上卿の、陣にて事行へる樣は更なり、諸司の下人どもの、
したり顔になれたるもをかし。さばかり寒き終夜、此處彼處に睡り居たるこそをかしけれ。
「内侍所の御鈴の音は、めでたく優なるものなり」とぞ、徳大寺の太政大臣は仰せられける。

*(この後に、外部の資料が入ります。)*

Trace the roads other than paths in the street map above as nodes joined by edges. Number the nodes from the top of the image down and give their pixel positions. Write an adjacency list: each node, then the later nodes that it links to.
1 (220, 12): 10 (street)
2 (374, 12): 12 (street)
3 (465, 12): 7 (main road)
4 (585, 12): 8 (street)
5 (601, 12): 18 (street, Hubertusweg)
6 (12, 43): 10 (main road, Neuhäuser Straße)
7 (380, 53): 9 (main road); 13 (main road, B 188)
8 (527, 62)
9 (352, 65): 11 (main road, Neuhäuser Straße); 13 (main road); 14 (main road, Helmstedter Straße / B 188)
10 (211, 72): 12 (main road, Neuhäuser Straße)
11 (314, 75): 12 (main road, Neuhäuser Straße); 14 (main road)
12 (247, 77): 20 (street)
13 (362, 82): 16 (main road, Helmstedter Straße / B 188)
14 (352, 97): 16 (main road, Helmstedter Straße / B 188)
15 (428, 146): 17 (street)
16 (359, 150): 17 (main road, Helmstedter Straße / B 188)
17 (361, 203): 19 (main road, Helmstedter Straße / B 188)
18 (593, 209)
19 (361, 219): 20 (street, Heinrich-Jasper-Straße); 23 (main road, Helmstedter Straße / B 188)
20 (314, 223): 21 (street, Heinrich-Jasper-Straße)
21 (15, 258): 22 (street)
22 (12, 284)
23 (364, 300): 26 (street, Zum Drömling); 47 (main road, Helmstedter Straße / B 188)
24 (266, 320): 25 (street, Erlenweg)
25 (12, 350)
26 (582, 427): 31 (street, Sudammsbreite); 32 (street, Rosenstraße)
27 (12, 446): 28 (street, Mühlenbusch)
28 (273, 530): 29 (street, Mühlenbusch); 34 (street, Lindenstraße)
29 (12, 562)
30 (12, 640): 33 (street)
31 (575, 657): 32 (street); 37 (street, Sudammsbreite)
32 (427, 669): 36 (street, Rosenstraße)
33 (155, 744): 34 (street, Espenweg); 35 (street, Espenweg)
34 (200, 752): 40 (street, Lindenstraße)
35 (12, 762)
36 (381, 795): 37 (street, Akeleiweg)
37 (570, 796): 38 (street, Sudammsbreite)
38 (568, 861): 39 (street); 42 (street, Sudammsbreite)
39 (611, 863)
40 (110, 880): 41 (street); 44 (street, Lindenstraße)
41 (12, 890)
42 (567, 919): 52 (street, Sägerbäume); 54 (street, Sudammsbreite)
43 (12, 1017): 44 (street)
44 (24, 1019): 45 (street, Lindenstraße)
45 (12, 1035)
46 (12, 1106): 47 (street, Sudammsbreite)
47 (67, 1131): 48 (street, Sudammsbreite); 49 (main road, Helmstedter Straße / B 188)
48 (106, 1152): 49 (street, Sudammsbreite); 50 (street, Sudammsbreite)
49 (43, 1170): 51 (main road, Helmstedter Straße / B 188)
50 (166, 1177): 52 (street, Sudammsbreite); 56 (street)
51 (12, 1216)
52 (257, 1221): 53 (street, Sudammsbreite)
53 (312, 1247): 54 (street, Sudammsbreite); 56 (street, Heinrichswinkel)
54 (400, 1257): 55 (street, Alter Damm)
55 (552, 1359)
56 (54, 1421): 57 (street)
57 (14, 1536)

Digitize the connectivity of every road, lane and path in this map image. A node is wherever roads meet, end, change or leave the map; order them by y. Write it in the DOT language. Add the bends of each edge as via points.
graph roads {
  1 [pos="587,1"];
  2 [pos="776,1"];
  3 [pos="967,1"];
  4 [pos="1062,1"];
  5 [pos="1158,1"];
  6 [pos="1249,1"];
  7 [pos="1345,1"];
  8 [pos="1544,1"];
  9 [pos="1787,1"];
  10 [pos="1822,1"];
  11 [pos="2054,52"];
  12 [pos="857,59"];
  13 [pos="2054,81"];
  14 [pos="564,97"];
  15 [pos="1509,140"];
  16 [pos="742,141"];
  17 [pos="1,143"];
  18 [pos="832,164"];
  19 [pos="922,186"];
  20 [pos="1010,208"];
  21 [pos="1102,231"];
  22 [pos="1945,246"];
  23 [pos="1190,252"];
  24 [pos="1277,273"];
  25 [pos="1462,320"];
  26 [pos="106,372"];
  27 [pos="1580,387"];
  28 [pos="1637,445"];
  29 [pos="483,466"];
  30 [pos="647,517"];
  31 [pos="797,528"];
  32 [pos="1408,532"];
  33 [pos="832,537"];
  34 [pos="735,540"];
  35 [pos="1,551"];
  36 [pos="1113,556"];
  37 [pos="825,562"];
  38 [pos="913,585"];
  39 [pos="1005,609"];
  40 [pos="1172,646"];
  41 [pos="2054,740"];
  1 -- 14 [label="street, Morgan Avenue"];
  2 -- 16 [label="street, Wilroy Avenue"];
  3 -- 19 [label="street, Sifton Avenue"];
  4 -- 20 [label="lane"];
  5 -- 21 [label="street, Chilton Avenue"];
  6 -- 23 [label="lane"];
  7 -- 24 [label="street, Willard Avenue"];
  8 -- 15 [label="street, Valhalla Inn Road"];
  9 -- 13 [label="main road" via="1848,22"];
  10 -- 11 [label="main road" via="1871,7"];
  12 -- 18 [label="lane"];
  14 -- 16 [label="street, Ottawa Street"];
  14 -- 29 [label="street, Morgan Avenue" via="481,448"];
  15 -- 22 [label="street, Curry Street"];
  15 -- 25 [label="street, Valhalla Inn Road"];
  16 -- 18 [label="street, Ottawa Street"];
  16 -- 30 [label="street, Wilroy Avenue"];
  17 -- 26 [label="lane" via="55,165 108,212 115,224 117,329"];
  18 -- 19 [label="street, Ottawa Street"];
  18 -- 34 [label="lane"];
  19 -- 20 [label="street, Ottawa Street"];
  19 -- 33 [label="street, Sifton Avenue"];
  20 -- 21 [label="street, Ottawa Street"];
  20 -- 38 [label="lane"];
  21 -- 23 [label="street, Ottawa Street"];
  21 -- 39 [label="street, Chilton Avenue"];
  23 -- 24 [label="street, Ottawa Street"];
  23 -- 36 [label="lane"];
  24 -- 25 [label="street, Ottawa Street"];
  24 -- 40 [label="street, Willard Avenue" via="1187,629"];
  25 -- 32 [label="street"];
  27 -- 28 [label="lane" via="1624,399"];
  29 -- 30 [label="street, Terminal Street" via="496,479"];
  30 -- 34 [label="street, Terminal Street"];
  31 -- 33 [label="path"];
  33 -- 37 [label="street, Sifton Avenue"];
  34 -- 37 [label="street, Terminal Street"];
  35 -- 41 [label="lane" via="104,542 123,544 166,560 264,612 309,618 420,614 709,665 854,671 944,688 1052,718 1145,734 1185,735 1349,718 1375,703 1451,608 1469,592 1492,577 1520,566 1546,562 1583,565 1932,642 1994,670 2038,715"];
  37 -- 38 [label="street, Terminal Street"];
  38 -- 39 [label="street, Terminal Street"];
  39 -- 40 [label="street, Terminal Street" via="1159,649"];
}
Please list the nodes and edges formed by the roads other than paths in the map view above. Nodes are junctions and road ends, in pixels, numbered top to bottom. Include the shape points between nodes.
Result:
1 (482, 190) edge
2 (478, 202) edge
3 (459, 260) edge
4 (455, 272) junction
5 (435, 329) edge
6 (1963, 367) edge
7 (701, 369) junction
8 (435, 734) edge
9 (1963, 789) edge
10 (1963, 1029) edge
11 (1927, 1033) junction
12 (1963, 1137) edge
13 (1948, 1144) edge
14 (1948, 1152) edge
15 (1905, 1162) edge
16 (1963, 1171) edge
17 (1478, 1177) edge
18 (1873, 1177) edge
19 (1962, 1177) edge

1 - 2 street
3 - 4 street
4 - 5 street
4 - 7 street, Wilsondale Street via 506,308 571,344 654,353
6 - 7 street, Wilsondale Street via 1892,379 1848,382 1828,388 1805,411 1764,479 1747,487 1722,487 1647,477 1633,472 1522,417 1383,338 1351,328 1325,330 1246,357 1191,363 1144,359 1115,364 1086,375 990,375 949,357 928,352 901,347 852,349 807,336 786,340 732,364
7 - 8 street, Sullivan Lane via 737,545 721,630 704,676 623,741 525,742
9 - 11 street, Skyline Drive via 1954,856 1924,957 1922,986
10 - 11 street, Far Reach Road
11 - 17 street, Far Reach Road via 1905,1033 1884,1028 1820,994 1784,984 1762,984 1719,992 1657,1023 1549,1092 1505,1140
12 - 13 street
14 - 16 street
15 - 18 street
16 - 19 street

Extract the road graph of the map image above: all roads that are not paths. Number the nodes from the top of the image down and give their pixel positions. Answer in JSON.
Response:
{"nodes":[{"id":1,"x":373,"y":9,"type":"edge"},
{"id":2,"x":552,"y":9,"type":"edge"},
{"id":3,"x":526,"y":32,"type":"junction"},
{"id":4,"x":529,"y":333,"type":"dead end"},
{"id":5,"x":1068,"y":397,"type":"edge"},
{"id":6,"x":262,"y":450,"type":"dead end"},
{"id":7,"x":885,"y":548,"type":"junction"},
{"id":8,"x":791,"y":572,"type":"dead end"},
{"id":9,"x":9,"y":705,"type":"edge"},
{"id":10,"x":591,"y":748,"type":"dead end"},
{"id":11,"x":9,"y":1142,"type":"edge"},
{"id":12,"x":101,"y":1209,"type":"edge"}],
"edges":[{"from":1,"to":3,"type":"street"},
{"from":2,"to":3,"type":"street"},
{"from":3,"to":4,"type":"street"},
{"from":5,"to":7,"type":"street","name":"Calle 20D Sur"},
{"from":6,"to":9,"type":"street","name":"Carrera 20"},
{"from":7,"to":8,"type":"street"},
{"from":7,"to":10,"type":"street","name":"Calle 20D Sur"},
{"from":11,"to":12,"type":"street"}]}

こんなに腐っちまった世の中だけど、宮中の華やかなこと華やかなこと。
露殿、朝餉、何とか殿、何とか門とか聞いただけでうっとりできる。
ちょっとした小窓だの縁だの引き戸ですら俺にとっては聖地並に神々しい。
宿舎で「夜回りの準備」なんてシチュエーションも燃える。
御殿の中は、煌々と油が灯ってるわけですよ。
で、宿舎の中で管理職が机に向かって仕事をしている。
その部下はえらそうに見回り。寒い夜はそこらへんで雑魚寝。マジアツいシーンだぜ。
賢所の鈴の音は、俺の心を奮わせるぜ」なんて徳大寺の太政大臣も言ってたよね。


戦争 飢饉などで世の中が荒れ果て 餓死者が出るようになっても権力者の宮殿だけは豪華
ってな現象は 洋の東西を問わず共通らしい。
江戸時代におきた有名な 天明の大飢饉 でも支配階級であった武士の餓死者はいない
(農民の餓死者は何十万人だか何百万人だか とにかく数え切れないらしい)

どのような政治体制になっても搾取するものと搾取されるものは必ず現れるわけで
現代のワーキングプアの問題とかも人類の歴史とともに続いてきたのだろう。

搾取しているのはもちろん政府や宗教団体で資本主義社会ではそれに大企業も加わる。